Então Baal dá um leve suspiro.

— Sou príncipe e designo do trono dos Hast. A antiga governanta do reino era minha mãe, contudo, meu pai e meu irmão mataram-na... Se eu tivesse ficado... — A voz abafada contra a madeira saía vaga e triste, enquanto arranha a mesa com suas unhas. — Tenho que reconquistar meu império. — Seu modo de falar passa mais dor do que desejo.

— Então por que você estava aprisionado em um pingente?

— Pingente? — Afonso fica curioso. — Então era você o artefato que ela tanto protegia quando voltou para cá.

— Fui amaldiçoado por um feiticeiro. Ele pôs uma marca em meu corpo, que cresce à medida que sinto ódio ou raiva, se ela chegar por completo à metade de meu torso minha existência se esvai — explica Baal. — Quando eu vi meu pai sentado no trono e percebi tudo o que havia ocorrido, meu corpo se encheu de fúria, mas ao invés de conseguir atacá-lo, meu tronco caiu em agonia. Sophia me selou como a única maneira de me proteger. O tempo e o desmemoriamento fizeram com que a dor e o sentimento de raiva não viessem à tona.

— Entendo... — responde Afonso.

— Baal... — Aurora o abraça, ele fica impactado com o gesto e a retribui de volta com um sorriso no rosto.

— Inclusive — diz o lobo, mexendo em sua cabeleira. —, aqui está. — Ele retira um livro de seus cabelos.

— Não acredito! — Afonso o pega imediatamente. — Esse é o livro de Frederico!

— Pensei que fosse o livro da minha avó — fala Aurora.
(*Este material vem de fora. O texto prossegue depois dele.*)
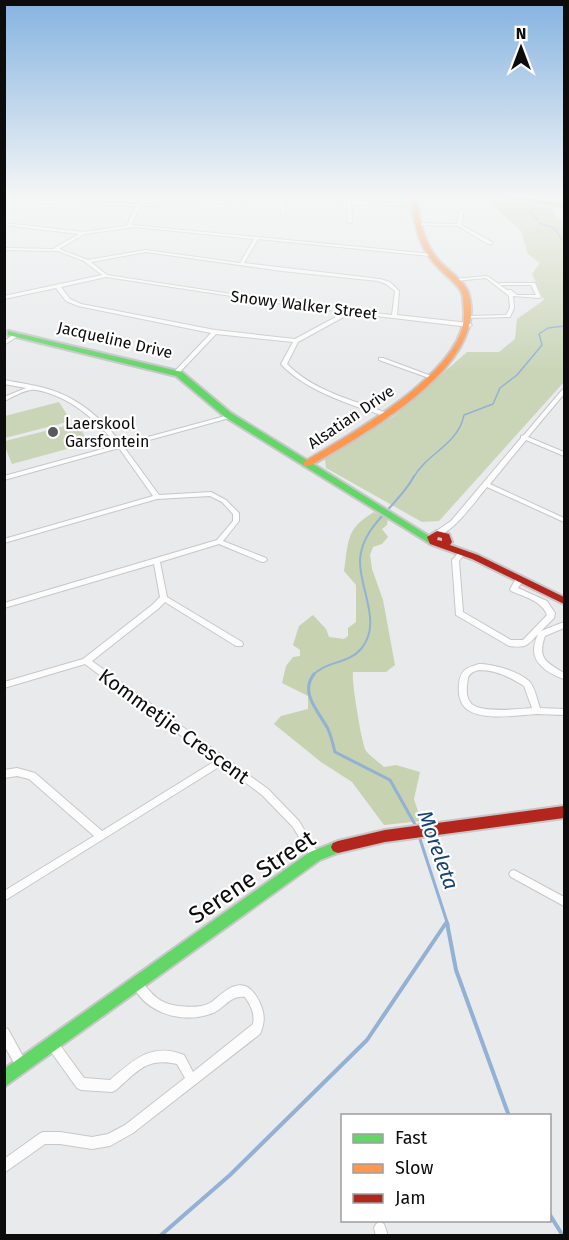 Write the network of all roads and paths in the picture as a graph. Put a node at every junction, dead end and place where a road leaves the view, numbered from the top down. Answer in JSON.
{"nodes":[{"id":1,"x":71,"y":255,"type":"edge"},
{"id":2,"x":120,"y":255,"type":"edge"},
{"id":3,"x":179,"y":255,"type":"edge"},
{"id":4,"x":247,"y":255,"type":"edge"},
{"id":5,"x":430,"y":255,"type":"edge"},
{"id":6,"x":88,"y":261,"type":"junction"},
{"id":7,"x":241,"y":264,"type":"junction"},
{"id":8,"x":106,"y":276,"type":"junction"},
{"id":9,"x":488,"y":278,"type":"junction"},
{"id":10,"x":455,"y":280,"type":"junction"},
{"id":11,"x":501,"y":284,"type":"junction"},
{"id":12,"x":58,"y":287,"type":"junction"},
{"id":13,"x":4,"y":298,"type":"edge"},
{"id":14,"x":350,"y":312,"type":"junction"},
{"id":15,"x":394,"y":316,"type":"junction"},
{"id":16,"x":469,"y":321,"type":"junction"},
{"id":17,"x":215,"y":332,"type":"junction"},
{"id":18,"x":12,"y":334,"type":"edge"},
{"id":19,"x":296,"y":341,"type":"junction"},
{"id":20,"x":4,"y":344,"type":"edge"},
{"id":21,"x":381,"y":359,"type":"dead end"},
{"id":22,"x":177,"y":371,"type":"junction"},
{"id":23,"x":431,"y":377,"type":"junction"},
{"id":24,"x":4,"y":382,"type":"edge"},
{"id":25,"x":30,"y":388,"type":"junction"},
{"id":26,"x":564,"y":391,"type":"edge"},
{"id":27,"x":4,"y":399,"type":"edge"},
{"id":28,"x":561,"y":399,"type":"edge"},
{"id":29,"x":388,"y":415,"type":"junction"},
{"id":30,"x":231,"y":416,"type":"junction"},
{"id":31,"x":523,"y":437,"type":"junction"},
{"id":32,"x":121,"y":447,"type":"junction"},
{"id":33,"x":564,"y":454,"type":"edge"},
{"id":34,"x":307,"y":464,"type":"junction"},
{"id":35,"x":4,"y":478,"type":"edge"},
{"id":36,"x":485,"y":484,"type":"junction"},
{"id":37,"x":157,"y":497,"type":"junction"},
{"id":38,"x":564,"y":520,"type":"edge"},
{"id":39,"x":453,"y":523,"type":"junction"},
{"id":40,"x":440,"y":538,"type":"junction"},
{"id":41,"x":4,"y":541,"type":"edge"},
{"id":42,"x":219,"y":542,"type":"junction"},
{"id":43,"x":462,"y":552,"type":"junction"},
{"id":44,"x":475,"y":557,"type":"junction"},
{"id":45,"x":264,"y":561,"type":"dead end"},
{"id":46,"x":157,"y":562,"type":"junction"},
{"id":47,"x":520,"y":579,"type":"junction"},
{"id":48,"x":164,"y":598,"type":"junction"},
{"id":49,"x":564,"y":602,"type":"edge"},
{"id":50,"x":4,"y":606,"type":"edge"},
{"id":51,"x":564,"y":625,"type":"edge"},
{"id":52,"x":239,"y":644,"type":"dead end"},
{"id":53,"x":86,"y":662,"type":"junction"},
{"id":54,"x":564,"y":676,"type":"edge"},
{"id":55,"x":4,"y":685,"type":"edge"},
{"id":56,"x":537,"y":711,"type":"junction"},
{"id":57,"x":564,"y":712,"type":"edge"},
{"id":58,"x":222,"y":761,"type":"junction"},
{"id":59,"x":4,"y":774,"type":"edge"},
{"id":60,"x":564,"y":812,"type":"edge"},
{"id":61,"x":101,"y":836,"type":"junction"},
{"id":62,"x":315,"y":856,"type":"junction"},
{"id":63,"x":514,"y":873,"type":"dead end"},
{"id":64,"x":4,"y":897,"type":"edge"},
{"id":65,"x":564,"y":902,"type":"edge"},
{"id":66,"x":137,"y":984,"type":"junction"},
{"id":67,"x":4,"y":1033,"type":"edge"},
{"id":68,"x":53,"y":1045,"type":"junction"},
{"id":69,"x":23,"y":1066,"type":"junction"},
{"id":70,"x":4,"y":1079,"type":"edge"},
{"id":71,"x":192,"y":1080,"type":"junction"},
{"id":72,"x":4,"y":1167,"type":"edge"}],
"edges":[{"from":1,"to":6,"type":"street"},
{"from":2,"to":6,"type":"street"},
{"from":3,"to":7,"type":"street"},
{"from":4,"to":7,"type":"street"},
{"from":5,"to":10,"type":"street"},
{"from":6,"to":8,"type":"street"},
{"from":7,"to":15,"type":"street"},
{"from":8,"to":12,"type":"street"},
{"from":8,"to":14,"type":"street","name":"Snowy Walker Street"},
{"from":9,"to":10,"type":"street"},
{"from":9,"to":11,"type":"street"},
{"from":9,"to":16,"type":"street","name":"Snowy Walker Street"},
{"from":10,"to":16,"type":"street"},
{"from":11,"to":11,"type":"street"},
{"from":12,"to":13,"type":"street"},
{"from":12,"to":17,"type":"street"},
{"from":14,"to":15,"type":"street","name":"Snowy Walker Street"},
{"from":14,"to":19,"type":"street"},
{"from":15,"to":16,"type":"street","name":"Snowy Walker Street"},
{"from":16,"to":23,"type":"street","name":"Alsatian Drive"},
{"from":17,"to":19,"type":"street"},
{"from":17,"to":22,"type":"street"},
{"from":18,"to":20,"type":"street"},
{"from":18,"to":22,"type":"street","name":"Jacqueline Drive"},
{"from":19,"to":29,"type":"street"},
{"from":21,"to":23,"type":"street"},
{"from":22,"to":30,"type":"street","name":"Jacqueline Drive"},
{"from":23,"to":29,"type":"street","name":"Alsatian Drive"},
{"from":24,"to":25,"type":"street"},
{"from":25,"to":27,"type":"street"},
{"from":25,"to":32,"type":"street"},
{"from":26,"to":28,"type":"street"},
{"from":28,"to":31,"type":"street"},
{"from":29,"to":34,"type":"street","name":"Alsatian Drive"},
{"from":30,"to":32,"type":"street"},
{"from":30,"to":34,"type":"street","name":"Jacqueline Drive"},
{"from":31,"to":33,"type":"street"},
{"from":31,"to":36,"type":"street"},
{"from":32,"to":35,"type":"street"},
{"from":32,"to":37,"type":"street"},
{"from":34,"to":40,"type":"street","name":"Jacqueline Drive"},
{"from":36,"to":38,"type":"street"},
{"from":36,"to":39,"type":"street"},
{"from":37,"to":41,"type":"street"},
{"from":37,"to":42,"type":"street"},
{"from":39,"to":40,"type":"street"},
{"from":39,"to":40,"type":"street"},
{"from":40,"to":43,"type":"street","name":"Jacqueline Drive"},
{"from":40,"to":44,"type":"street","name":"Jacqueline Drive"},
{"from":42,"to":45,"type":"street"},
{"from":42,"to":46,"type":"street"},
{"from":43,"to":44,"type":"street","name":"Jacqueline Drive"},
{"from":43,"to":47,"type":"street"},
{"from":44,"to":47,"type":"street","name":"Jacqueline Drive"},
{"from":46,"to":48,"type":"street"},
{"from":46,"to":50,"type":"street"},
{"from":47,"to":49,"type":"street","name":"Jacqueline Drive"},
{"from":48,"to":52,"type":"street"},
{"from":48,"to":53,"type":"street"},
{"from":51,"to":54,"type":"street"},
{"from":53,"to":55,"type":"street","name":"Kommetjie Crescent"},
{"from":53,"to":58,"type":"street","name":"Kommetjie Crescent"},
{"from":56,"to":56,"type":"street"},
{"from":56,"to":57,"type":"street"},
{"from":58,"to":61,"type":"street"},
{"from":58,"to":62,"type":"street","name":"Kommetjie Crescent"},
{"from":59,"to":61,"type":"street"},
{"from":60,"to":62,"type":"street","name":"Serene Street"},
{"from":61,"to":64,"type":"street"},
{"from":62,"to":66,"type":"street","name":"Serene Street"},
{"from":63,"to":65,"type":"street"},
{"from":66,"to":68,"type":"street","name":"Serene Street"},
{"from":66,"to":71,"type":"street"},
{"from":67,"to":69,"type":"street"},
{"from":68,"to":69,"type":"street","name":"Serene Street"},
{"from":68,"to":71,"type":"street"},
{"from":69,"to":70,"type":"street","name":"Serene Street"},
{"from":71,"to":72,"type":"street"}]}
— Sua avó era a melhor conjuradora deste reino, mas Frederico é o melhor inventor de feitiços, por isso eles eram tão poderosos juntos. — Afonso olha para a garota deslumbrado. — Você quer que eu a ensine a ler?

— Sim! — responde Aurora de imediato.

Baal, ao ver a garota maravilhada com a sua inserção na magia, fica quieto, enquanto um pouco de felicidade adentra o seu corpo. Usa o tempo para descansar, vendo Aurora tão feliz. Percebe que uma forte quantidade de magia emana por todo o torso da jovem. Então se põe a dormir.